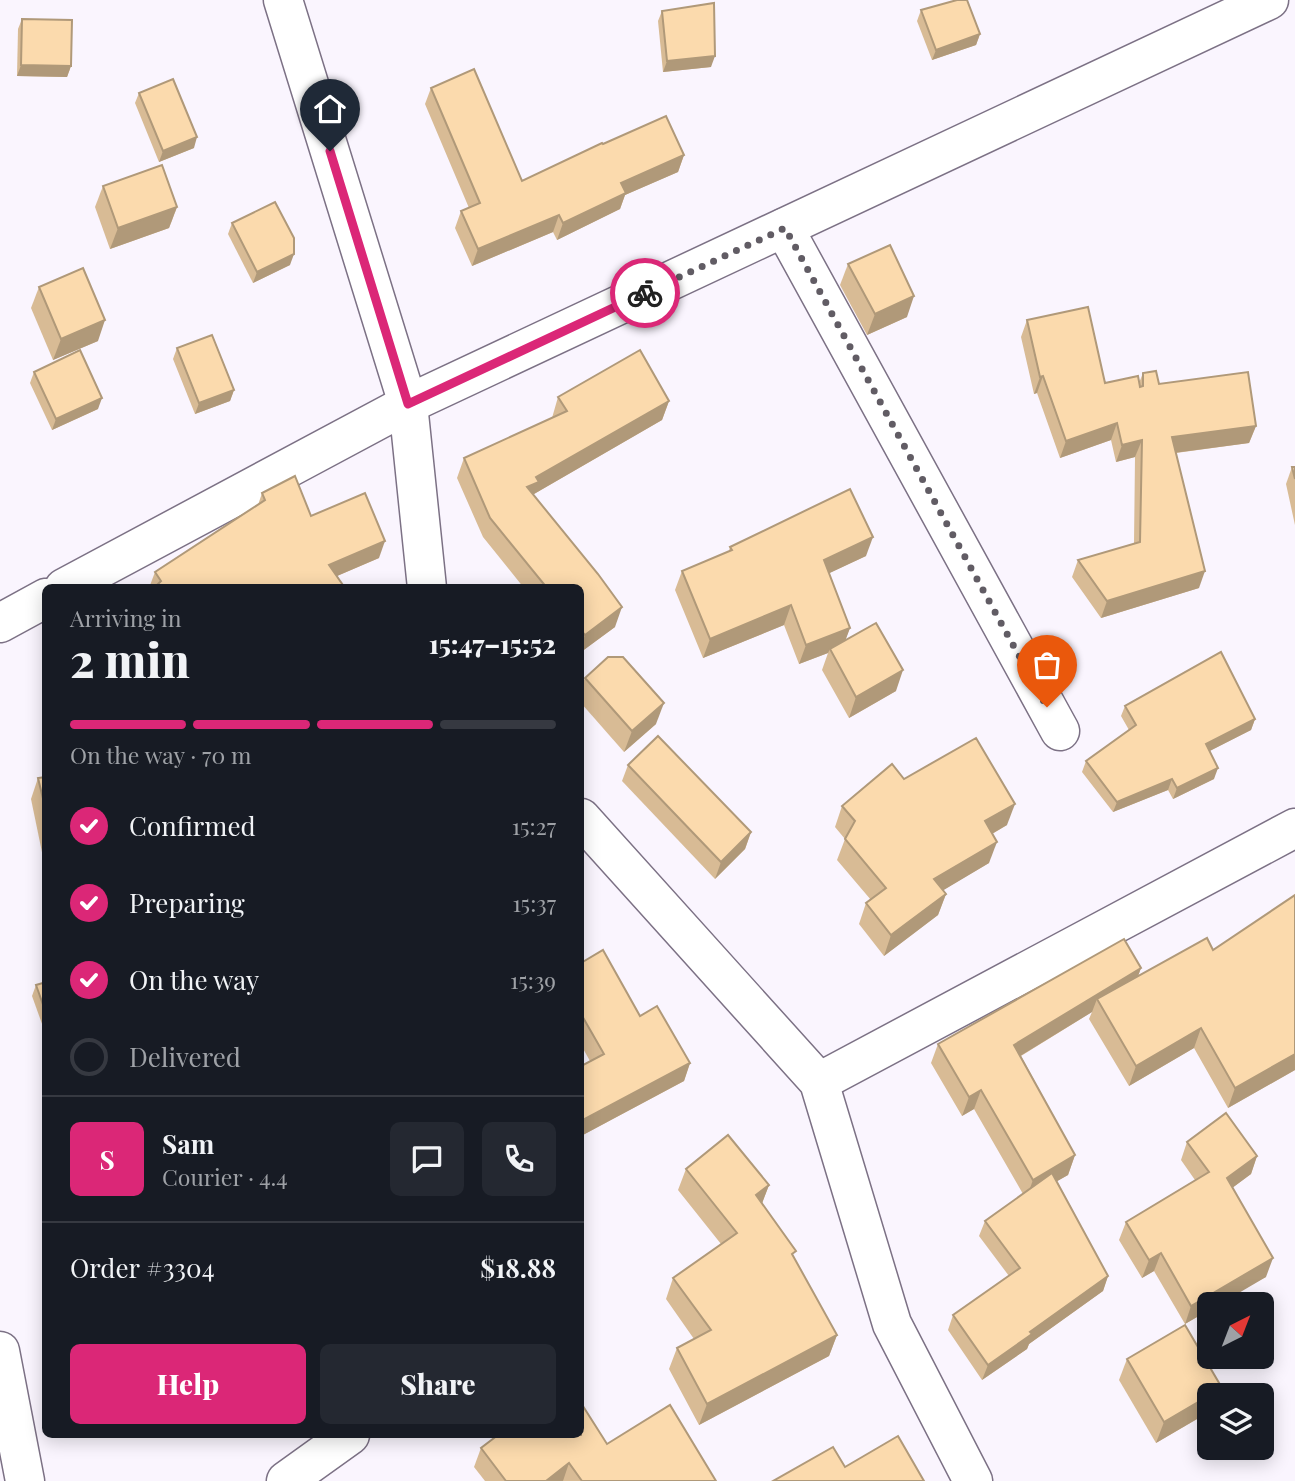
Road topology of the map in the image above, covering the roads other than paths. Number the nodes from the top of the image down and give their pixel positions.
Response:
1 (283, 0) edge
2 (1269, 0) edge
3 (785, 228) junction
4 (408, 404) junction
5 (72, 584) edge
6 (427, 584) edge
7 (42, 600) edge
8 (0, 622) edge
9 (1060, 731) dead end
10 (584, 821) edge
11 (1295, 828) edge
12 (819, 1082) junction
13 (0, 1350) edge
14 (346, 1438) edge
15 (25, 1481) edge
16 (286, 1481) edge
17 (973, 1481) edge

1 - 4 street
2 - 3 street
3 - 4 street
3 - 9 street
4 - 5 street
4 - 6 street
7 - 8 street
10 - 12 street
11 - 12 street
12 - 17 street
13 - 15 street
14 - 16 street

□ □ □ □

→ Your assignment:
In your copy, omit the pictures and restate every line of the data word for word.

→ Task response:
Road topology of the map in the image above, covering the roads other than paths. Number the nodes from the top of the image down and give their pixel positions.
Response:
1 (283, 0) edge
2 (1269, 0) edge
3 (785, 228) junction
4 (408, 404) junction
5 (72, 584) edge
6 (427, 584) edge
7 (42, 600) edge
8 (0, 622) edge
9 (1060, 731) dead end
10 (584, 821) edge
11 (1295, 828) edge
12 (819, 1082) junction
13 (0, 1350) edge
14 (346, 1438) edge
15 (25, 1481) edge
16 (286, 1481) edge
17 (973, 1481) edge

1 - 4 street
2 - 3 street
3 - 4 street
3 - 9 street
4 - 5 street
4 - 6 street
7 - 8 street
10 - 12 street
11 - 12 street
12 - 17 street
13 - 15 street
14 - 16 street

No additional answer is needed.